» Exercise instructions: Without changing anything, set down every line shown below.

» Given records:
┄┄┄┄┄┄

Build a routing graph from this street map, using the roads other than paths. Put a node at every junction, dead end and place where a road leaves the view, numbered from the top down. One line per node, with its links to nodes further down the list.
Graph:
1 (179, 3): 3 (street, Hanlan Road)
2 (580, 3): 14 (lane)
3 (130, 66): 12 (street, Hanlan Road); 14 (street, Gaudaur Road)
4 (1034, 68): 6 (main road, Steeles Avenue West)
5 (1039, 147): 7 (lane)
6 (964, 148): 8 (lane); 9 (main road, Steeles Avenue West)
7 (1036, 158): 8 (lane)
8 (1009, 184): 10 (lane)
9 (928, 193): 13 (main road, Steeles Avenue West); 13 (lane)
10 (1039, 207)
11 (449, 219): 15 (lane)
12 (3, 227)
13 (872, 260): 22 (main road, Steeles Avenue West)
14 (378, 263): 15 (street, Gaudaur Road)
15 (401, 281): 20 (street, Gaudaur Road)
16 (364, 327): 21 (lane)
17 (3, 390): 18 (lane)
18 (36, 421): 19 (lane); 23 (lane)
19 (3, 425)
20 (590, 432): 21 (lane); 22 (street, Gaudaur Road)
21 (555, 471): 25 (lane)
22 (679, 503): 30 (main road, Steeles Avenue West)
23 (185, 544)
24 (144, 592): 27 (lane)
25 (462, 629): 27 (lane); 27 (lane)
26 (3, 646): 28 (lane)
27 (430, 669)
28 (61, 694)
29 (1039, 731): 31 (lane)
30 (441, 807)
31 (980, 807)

┄┄┄┄┄┄

» Task solution:
Build a routing graph from this street map, using the roads other than paths. Put a node at every junction, dead end and place where a road leaves the view, numbered from the top down. One line per node, with its links to nodes further down the list.
Graph:
1 (179, 3): 3 (street, Hanlan Road)
2 (580, 3): 14 (lane)
3 (130, 66): 12 (street, Hanlan Road); 14 (street, Gaudaur Road)
4 (1034, 68): 6 (main road, Steeles Avenue West)
5 (1039, 147): 7 (lane)
6 (964, 148): 8 (lane); 9 (main road, Steeles Avenue West)
7 (1036, 158): 8 (lane)
8 (1009, 184): 10 (lane)
9 (928, 193): 13 (main road, Steeles Avenue West); 13 (lane)
10 (1039, 207)
11 (449, 219): 15 (lane)
12 (3, 227)
13 (872, 260): 22 (main road, Steeles Avenue West)
14 (378, 263): 15 (street, Gaudaur Road)
15 (401, 281): 20 (street, Gaudaur Road)
16 (364, 327): 21 (lane)
17 (3, 390): 18 (lane)
18 (36, 421): 19 (lane); 23 (lane)
19 (3, 425)
20 (590, 432): 21 (lane); 22 (street, Gaudaur Road)
21 (555, 471): 25 (lane)
22 (679, 503): 30 (main road, Steeles Avenue West)
23 (185, 544)
24 (144, 592): 27 (lane)
25 (462, 629): 27 (lane); 27 (lane)
26 (3, 646): 28 (lane)
27 (430, 669)
28 (61, 694)
29 (1039, 731): 31 (lane)
30 (441, 807)
31 (980, 807)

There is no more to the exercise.